*What to work on*. Keep every line in which "Ludwigsfelder" occurs and drop the rest of the data.

*Source material*.
--- START ---

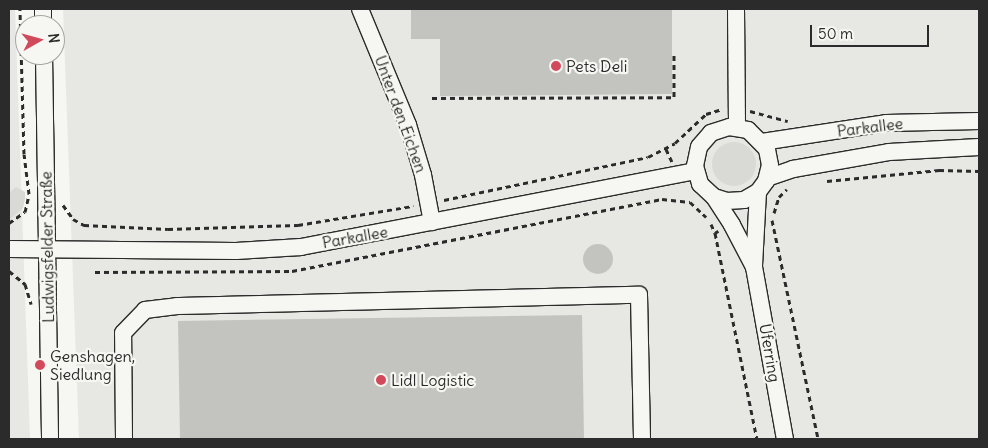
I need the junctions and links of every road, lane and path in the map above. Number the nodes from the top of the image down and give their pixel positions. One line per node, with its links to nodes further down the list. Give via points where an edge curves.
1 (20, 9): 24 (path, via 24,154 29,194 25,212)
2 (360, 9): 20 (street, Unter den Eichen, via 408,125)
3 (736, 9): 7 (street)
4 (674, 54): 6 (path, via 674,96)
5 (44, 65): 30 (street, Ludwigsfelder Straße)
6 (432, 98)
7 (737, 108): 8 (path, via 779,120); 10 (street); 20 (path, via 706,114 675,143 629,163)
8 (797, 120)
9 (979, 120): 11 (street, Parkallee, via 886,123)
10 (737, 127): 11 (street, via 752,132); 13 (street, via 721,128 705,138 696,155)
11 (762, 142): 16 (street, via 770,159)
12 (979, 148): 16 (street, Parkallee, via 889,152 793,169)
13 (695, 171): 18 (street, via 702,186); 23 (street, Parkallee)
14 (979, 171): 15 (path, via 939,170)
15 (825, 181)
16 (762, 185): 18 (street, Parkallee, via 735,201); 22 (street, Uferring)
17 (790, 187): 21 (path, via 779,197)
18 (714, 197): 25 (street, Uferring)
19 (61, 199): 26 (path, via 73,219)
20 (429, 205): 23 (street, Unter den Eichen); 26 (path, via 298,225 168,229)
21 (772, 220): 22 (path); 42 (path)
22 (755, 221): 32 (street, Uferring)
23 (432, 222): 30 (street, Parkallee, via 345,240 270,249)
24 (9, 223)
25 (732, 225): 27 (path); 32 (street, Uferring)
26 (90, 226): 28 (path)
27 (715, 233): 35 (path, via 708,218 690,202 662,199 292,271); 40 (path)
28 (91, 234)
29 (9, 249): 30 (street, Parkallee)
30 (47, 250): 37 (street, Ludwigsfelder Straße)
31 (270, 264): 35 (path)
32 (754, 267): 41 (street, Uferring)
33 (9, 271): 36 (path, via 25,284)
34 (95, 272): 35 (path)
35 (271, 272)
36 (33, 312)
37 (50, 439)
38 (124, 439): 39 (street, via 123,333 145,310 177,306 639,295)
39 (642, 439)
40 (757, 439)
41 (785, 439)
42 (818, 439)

--- END ---

*Completed task*.
5 (44, 65): 30 (street, Ludwigsfelder Straße)
30 (47, 250): 37 (street, Ludwigsfelder Straße)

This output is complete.